Polícia
A Justiça de São Paulo classificou como “negligência grosseira” a conduta dos três funcionários da empresa Entre Cordas presos após a morte de Maria Eduarda Rodrigues de Freitas, de 21 anos, durante um salto de rope jump na Ponte do Esqueleto, em Limeira, no interior paulista.
A expressão foi utilizada pelo juiz durante a audiência de custódia que converteu a prisão em flagrante dos suspeitos em prisão preventiva.
Segundo o magistrado, os funcionários assumiram o risco de provocar a morte da jovem ao permitirem a realização do salto sem confirmar se ela utilizava todos os equipamentos de segurança exigidos.
De acordo com as investigações, Maria Eduarda procurou a empresa para participar da atividade na manhã de sábado (13).

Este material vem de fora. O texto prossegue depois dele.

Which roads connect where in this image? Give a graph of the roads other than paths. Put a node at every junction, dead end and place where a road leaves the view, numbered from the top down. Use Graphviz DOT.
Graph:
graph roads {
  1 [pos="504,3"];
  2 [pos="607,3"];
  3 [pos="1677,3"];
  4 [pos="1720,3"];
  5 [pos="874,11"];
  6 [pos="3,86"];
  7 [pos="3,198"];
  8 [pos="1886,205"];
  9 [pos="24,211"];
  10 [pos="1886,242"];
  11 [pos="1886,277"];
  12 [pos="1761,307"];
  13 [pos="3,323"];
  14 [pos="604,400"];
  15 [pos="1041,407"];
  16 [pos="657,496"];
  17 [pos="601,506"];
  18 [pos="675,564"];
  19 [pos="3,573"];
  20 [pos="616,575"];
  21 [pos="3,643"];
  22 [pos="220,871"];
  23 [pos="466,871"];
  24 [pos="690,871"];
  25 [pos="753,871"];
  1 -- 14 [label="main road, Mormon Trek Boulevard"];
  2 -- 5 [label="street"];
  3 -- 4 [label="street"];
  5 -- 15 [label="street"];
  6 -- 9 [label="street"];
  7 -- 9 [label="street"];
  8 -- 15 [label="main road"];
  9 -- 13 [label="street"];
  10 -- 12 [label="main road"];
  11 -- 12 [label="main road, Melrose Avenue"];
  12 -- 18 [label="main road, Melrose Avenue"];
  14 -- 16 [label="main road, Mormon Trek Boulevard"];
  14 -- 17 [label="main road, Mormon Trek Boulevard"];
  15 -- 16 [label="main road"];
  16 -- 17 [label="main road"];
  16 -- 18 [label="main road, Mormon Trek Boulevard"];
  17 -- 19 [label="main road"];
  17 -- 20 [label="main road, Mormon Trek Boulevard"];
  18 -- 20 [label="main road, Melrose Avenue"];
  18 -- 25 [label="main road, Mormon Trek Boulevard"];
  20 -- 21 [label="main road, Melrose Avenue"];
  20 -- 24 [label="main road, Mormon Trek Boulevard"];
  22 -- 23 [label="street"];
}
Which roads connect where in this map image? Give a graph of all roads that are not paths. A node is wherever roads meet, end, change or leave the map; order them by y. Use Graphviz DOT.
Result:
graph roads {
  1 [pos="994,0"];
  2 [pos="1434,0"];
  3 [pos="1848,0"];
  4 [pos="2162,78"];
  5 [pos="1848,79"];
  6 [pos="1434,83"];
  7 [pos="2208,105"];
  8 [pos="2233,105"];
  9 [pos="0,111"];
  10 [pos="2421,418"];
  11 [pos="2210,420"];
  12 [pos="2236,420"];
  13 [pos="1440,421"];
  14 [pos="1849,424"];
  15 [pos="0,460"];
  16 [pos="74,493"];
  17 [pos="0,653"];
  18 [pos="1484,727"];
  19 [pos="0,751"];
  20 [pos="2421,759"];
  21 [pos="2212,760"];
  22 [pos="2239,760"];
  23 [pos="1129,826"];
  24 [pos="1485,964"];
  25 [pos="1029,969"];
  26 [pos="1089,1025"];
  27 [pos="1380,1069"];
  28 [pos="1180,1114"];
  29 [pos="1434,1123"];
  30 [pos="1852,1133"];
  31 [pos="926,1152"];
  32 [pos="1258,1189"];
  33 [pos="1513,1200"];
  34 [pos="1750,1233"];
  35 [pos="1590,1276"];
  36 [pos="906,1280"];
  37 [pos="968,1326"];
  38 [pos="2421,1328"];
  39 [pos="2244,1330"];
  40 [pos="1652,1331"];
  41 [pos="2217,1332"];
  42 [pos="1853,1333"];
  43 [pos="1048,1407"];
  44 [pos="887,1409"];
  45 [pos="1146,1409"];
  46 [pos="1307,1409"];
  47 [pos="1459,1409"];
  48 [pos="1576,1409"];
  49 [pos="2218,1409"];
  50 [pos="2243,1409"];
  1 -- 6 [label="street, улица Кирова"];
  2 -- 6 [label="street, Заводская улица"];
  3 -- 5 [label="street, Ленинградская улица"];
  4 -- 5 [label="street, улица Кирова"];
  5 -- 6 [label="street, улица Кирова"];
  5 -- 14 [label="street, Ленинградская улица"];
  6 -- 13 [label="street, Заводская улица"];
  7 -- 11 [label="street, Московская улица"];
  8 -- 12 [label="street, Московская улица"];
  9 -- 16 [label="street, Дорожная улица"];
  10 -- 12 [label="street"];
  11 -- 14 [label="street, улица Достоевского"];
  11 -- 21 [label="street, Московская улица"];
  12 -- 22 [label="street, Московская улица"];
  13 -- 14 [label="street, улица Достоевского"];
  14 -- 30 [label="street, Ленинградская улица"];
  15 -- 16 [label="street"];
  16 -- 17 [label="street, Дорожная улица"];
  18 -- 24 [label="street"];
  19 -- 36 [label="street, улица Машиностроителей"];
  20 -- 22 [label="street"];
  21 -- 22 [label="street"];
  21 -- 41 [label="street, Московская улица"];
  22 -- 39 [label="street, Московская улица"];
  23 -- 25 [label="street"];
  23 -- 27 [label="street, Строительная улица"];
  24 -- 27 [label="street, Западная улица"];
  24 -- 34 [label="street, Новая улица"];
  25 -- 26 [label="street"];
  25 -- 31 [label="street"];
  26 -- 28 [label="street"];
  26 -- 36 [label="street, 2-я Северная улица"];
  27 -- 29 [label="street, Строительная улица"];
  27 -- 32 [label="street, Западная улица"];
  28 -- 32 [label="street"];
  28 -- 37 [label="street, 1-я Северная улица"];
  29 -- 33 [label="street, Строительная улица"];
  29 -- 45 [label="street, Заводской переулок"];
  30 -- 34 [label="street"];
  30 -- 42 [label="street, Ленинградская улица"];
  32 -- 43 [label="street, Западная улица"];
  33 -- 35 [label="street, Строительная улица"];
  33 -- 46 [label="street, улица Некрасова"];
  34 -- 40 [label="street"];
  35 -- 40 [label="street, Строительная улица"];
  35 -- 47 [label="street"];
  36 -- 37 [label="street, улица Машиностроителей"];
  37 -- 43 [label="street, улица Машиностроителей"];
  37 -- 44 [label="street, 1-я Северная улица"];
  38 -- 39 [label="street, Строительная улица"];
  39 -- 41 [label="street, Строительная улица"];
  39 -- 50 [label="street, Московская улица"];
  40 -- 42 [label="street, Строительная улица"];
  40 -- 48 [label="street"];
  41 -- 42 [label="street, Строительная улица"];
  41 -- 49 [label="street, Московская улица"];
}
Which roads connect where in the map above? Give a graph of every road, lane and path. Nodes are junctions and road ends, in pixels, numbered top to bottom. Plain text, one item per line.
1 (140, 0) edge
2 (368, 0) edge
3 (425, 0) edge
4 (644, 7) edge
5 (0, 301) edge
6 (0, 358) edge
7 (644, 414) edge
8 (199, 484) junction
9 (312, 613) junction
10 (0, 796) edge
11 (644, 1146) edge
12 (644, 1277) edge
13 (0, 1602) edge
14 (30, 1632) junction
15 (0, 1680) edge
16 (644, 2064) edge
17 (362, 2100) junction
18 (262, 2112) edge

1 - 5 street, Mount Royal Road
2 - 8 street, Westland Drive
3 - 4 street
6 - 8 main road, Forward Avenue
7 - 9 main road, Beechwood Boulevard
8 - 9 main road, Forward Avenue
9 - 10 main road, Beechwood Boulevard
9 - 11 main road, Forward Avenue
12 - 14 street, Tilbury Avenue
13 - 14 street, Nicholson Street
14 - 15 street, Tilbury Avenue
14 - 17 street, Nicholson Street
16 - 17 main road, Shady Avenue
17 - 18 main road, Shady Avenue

Durante a execução do salto, ela foi lançada de uma altura aproximada de 40 metros sem estar devidamente equipada.
Os próprios funcionários só perceberam a ausência dos equipamentos de segurança após a queda. A jovem morreu em decorrência de politraumatismo causado pelo impacto.
O caso é investigado pela Polícia Civil, que apura as circunstâncias do acidente e a responsabilidade dos envolvidos.
Na decisão, o magistrado também destacou que a câmera utilizada para registrar a atividade não foi encontrada com a vítima após o acidente. Para ele, a ausência do equipamento pode indicar uma possível tentativa de ocultação de provas relevantes para a investigação.
Outro ponto citado foi a tentativa dos suspeitos de deixar o local após a ocorrência. Segundo o juiz, esse comportamento reforça o risco de interferência na apuração dos fatos caso eles fossem colocados em liberdade.
Ao justificar a manutenção da prisão, o magistrado afirmou que os investigados exerciam a atividade de forma habitual, o que poderia representar risco de novos episódios semelhantes.
Na avaliação da Justiça, há indícios suficientes para enquadrar a conduta, em tese, como homicídio doloso na modalidade de dolo eventual, quando o agente assume o risco de produzir o resultado.
Além disso, foi constatado que a empresa Entre Cordas não possuía autorização para realizar atividades esportivas no local do acidente.